(Collected data entries)

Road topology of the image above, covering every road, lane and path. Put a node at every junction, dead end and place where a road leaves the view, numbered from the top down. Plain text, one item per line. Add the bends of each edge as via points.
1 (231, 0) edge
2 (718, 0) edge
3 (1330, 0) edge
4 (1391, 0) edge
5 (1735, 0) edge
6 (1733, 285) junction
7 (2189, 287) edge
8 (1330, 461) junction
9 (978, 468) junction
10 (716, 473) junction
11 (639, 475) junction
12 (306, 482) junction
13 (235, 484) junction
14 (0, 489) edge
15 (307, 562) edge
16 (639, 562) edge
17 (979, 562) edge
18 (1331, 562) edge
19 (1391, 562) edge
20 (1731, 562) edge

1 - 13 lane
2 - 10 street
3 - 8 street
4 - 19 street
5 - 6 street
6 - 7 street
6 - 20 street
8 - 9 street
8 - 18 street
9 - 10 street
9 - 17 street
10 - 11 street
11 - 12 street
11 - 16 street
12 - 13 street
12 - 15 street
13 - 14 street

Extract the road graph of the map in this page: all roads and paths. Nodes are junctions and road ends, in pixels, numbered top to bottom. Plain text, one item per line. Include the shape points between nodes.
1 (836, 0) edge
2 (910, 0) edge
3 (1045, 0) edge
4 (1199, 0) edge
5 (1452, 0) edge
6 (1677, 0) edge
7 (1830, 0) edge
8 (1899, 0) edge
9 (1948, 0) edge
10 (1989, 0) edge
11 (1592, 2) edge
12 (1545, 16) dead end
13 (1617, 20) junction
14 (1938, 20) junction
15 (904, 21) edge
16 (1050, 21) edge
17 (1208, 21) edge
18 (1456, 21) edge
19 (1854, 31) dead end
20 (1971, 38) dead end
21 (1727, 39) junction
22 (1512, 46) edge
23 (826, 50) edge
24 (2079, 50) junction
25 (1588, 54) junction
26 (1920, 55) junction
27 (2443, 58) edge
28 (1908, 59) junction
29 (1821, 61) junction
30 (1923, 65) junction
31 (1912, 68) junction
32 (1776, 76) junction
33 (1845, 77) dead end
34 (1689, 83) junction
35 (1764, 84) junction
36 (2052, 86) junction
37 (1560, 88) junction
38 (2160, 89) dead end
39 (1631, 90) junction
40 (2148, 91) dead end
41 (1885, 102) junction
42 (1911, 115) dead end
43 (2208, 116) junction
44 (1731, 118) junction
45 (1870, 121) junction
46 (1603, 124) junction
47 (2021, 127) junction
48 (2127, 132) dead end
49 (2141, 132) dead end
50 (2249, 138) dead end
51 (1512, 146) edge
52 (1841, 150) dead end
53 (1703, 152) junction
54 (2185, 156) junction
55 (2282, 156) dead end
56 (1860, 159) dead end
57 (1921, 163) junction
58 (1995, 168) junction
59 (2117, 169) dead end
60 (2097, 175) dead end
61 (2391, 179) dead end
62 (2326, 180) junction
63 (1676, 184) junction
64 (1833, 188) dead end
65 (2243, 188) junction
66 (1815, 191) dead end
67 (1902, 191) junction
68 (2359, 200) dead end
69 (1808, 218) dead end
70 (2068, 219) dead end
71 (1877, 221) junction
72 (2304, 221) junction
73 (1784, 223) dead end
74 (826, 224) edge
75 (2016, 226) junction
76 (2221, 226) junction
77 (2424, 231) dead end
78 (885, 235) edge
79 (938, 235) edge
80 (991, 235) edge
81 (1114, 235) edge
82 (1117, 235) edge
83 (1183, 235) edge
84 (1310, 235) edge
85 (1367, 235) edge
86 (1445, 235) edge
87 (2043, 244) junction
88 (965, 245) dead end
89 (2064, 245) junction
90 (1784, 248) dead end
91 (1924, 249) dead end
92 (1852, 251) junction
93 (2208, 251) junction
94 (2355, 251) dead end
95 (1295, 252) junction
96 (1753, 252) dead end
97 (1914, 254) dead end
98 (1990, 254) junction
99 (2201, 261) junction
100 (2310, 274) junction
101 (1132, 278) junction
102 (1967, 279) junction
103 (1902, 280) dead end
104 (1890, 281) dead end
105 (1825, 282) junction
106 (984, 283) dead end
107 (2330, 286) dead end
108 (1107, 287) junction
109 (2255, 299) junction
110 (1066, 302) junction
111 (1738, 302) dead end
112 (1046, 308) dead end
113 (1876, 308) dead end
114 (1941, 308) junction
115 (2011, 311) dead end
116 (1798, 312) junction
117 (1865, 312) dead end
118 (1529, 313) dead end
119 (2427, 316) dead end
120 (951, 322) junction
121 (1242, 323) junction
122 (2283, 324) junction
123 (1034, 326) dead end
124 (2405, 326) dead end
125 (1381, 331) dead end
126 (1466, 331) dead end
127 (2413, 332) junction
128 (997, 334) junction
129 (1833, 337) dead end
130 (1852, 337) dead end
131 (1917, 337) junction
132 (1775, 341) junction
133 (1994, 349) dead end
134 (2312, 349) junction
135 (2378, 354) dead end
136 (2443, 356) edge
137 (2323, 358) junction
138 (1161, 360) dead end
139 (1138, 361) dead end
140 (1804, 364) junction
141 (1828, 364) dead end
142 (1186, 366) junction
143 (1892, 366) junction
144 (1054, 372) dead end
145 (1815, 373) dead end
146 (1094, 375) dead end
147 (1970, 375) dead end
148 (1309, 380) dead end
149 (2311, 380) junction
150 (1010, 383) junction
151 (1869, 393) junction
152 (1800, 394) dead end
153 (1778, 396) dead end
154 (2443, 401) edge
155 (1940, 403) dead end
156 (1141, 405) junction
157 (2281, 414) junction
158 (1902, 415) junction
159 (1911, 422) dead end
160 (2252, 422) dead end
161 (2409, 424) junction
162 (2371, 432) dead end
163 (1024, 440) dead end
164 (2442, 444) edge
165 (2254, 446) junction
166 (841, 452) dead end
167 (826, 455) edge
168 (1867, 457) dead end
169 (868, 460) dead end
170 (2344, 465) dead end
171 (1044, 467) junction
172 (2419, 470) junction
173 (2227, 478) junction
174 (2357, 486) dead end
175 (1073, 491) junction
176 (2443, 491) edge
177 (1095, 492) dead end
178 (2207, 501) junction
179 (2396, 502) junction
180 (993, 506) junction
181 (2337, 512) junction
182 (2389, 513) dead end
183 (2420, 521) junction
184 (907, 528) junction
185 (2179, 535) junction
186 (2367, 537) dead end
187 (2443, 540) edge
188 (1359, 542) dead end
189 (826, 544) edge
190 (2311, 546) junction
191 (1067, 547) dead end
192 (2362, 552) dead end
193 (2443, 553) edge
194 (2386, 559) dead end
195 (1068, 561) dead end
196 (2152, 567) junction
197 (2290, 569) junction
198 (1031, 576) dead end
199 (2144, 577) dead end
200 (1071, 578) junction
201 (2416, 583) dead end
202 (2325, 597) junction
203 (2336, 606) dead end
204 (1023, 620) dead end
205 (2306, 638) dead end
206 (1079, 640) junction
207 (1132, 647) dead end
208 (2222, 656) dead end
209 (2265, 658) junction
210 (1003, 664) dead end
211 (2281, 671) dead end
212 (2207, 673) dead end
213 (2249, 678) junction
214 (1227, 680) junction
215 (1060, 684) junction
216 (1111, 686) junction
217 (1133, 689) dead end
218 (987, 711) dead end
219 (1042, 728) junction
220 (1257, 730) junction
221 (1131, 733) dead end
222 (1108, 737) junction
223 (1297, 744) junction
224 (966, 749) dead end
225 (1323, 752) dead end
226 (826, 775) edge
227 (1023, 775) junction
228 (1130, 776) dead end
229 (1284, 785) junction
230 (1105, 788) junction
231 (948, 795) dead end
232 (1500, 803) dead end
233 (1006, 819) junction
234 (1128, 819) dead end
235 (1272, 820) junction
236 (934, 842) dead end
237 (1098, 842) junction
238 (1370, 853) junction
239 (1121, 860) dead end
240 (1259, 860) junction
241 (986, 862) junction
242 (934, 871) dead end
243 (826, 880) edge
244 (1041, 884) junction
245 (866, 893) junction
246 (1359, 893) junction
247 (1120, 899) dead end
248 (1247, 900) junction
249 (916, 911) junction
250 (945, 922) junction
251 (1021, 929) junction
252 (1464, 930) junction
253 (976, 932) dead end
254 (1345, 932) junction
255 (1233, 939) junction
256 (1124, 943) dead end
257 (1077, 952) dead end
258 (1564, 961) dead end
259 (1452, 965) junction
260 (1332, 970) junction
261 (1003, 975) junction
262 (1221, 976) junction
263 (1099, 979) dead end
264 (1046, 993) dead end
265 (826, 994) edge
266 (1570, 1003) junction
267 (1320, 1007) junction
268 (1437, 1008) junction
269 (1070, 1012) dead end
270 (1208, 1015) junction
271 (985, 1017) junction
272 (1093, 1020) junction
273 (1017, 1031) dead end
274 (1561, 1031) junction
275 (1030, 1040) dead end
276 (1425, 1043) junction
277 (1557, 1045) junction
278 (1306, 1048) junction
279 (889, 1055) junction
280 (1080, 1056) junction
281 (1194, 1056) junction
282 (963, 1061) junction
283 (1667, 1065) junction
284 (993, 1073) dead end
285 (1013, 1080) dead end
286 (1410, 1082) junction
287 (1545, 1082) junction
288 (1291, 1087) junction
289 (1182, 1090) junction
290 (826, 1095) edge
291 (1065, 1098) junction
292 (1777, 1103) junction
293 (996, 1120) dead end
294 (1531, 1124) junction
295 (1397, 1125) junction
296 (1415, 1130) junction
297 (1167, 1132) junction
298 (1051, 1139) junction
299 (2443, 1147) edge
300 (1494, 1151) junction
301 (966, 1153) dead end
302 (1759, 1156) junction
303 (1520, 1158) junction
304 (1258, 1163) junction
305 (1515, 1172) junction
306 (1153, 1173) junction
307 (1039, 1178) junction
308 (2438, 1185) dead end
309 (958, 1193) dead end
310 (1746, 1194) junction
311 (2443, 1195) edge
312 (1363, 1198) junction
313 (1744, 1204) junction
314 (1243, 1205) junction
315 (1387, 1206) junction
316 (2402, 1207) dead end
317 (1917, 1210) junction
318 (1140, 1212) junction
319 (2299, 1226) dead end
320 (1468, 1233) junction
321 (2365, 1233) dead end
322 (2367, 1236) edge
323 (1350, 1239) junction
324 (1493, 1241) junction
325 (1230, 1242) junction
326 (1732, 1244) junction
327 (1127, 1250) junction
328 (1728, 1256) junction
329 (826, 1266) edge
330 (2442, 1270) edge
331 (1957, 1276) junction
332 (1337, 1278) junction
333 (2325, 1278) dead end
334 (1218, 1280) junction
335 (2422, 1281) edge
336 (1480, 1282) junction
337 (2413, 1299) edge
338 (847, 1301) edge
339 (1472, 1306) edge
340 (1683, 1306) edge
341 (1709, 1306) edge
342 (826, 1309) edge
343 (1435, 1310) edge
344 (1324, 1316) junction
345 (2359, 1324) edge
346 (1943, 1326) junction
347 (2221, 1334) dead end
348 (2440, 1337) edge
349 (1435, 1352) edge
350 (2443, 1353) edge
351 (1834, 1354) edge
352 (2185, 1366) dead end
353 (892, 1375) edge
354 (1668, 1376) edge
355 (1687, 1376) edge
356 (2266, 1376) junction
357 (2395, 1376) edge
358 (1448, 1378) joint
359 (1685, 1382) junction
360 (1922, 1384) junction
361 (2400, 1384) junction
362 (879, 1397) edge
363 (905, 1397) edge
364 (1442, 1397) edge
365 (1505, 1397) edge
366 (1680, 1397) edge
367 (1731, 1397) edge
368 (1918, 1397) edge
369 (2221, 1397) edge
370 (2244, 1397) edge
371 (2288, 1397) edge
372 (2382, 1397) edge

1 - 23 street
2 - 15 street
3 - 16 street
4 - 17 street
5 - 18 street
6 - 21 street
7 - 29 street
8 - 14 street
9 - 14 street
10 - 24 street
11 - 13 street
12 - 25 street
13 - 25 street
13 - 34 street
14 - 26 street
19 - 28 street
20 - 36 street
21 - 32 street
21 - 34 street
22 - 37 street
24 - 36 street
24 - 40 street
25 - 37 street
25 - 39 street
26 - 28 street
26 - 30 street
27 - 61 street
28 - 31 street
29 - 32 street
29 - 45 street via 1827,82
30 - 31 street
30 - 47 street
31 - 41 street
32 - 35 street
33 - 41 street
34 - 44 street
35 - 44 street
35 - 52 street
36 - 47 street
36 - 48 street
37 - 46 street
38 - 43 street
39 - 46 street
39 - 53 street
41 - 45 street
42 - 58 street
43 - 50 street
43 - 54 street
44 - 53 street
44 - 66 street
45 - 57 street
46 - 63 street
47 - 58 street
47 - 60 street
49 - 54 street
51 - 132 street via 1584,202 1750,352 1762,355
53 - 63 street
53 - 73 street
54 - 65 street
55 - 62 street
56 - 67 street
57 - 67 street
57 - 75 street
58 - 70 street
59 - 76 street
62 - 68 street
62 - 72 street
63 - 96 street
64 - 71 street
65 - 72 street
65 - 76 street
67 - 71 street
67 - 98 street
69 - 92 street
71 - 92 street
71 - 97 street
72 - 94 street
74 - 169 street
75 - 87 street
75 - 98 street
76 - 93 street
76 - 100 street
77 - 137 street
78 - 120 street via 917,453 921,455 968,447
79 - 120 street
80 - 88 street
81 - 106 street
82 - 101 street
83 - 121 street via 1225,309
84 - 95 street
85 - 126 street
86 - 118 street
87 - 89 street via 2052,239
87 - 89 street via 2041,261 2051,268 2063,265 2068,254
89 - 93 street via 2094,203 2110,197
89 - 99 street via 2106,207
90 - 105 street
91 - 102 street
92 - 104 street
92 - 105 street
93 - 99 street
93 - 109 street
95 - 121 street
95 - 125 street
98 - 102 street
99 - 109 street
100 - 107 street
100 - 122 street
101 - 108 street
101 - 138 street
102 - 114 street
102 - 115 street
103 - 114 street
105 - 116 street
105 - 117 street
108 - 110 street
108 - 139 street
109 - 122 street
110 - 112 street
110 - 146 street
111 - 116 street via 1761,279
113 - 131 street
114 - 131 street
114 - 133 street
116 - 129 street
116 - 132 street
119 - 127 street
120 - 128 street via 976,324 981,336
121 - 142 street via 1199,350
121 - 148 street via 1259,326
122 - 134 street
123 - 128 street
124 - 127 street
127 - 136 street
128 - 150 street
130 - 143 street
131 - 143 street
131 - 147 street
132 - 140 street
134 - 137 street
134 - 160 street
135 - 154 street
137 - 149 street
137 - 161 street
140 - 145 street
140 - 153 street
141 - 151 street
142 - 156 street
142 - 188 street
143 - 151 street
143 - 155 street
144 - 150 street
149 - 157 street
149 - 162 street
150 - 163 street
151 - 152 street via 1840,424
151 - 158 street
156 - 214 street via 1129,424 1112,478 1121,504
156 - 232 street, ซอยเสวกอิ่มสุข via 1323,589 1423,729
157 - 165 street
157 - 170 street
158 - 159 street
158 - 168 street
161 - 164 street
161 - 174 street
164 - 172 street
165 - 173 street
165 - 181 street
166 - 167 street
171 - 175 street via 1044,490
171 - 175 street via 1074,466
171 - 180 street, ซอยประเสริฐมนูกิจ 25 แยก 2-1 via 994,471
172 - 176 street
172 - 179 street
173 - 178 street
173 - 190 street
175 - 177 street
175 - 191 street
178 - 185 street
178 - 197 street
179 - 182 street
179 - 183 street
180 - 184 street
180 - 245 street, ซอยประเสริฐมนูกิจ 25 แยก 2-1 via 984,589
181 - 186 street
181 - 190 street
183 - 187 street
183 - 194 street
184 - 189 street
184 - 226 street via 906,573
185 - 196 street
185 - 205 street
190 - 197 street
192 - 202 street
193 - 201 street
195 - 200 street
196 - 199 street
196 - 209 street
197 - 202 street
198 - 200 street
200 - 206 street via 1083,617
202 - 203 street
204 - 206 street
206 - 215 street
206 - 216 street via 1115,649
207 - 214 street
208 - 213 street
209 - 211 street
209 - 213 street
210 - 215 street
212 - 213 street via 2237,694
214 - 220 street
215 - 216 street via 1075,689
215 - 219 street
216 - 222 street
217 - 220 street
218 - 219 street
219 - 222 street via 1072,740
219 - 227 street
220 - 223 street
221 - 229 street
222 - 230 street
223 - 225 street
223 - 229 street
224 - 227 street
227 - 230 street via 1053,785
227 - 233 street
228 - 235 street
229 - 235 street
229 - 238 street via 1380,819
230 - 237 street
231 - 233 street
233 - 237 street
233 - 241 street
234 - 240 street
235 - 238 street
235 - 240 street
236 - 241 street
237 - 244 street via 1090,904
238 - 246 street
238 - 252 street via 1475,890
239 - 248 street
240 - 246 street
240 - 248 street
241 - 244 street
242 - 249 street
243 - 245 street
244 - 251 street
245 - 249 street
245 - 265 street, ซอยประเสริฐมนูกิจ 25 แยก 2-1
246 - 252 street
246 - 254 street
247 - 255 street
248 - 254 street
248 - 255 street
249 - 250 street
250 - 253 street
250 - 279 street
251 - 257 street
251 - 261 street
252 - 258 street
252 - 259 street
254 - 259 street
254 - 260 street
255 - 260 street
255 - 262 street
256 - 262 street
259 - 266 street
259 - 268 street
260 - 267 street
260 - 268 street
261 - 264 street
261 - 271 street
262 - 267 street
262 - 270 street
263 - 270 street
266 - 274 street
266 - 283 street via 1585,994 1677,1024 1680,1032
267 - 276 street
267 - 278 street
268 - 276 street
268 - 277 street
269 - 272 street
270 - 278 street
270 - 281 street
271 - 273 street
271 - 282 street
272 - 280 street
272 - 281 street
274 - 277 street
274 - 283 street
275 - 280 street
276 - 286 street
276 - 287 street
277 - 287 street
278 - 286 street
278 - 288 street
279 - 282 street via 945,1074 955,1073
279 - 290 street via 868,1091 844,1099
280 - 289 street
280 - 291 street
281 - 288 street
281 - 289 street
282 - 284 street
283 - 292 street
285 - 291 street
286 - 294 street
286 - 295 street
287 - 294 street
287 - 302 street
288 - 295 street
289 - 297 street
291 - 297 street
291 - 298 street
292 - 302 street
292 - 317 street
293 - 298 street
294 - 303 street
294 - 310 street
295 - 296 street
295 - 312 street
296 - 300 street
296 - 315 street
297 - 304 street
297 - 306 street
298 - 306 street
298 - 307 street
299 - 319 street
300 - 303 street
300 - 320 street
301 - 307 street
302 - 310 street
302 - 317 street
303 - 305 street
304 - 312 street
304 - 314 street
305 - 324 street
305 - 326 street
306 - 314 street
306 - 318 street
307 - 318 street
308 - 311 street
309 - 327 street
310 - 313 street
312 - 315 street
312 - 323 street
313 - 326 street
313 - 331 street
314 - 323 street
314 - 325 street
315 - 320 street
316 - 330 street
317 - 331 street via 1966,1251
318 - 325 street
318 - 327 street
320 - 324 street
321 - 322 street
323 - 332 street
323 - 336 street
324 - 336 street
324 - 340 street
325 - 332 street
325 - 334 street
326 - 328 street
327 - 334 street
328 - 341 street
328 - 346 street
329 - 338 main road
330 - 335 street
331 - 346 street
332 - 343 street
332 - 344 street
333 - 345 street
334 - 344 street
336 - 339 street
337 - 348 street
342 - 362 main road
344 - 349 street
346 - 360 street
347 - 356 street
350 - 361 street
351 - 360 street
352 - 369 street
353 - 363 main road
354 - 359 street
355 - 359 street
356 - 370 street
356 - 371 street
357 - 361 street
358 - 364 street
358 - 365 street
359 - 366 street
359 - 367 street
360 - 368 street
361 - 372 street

◆ HOW TO COMPLETE THIS TASK:
Where the word "ซอยประเสร" occurs in a line of the records, copy that line.

◆ WORKED SOLUTION:
171 - 180 street, ซอยประเสริฐมนูกิจ 25 แยก 2-1 via 994,471
180 - 245 street, ซอยประเสริฐมนูกิจ 25 แยก 2-1 via 984,589
245 - 265 street, ซอยประเสริฐมนูกิจ 25 แยก 2-1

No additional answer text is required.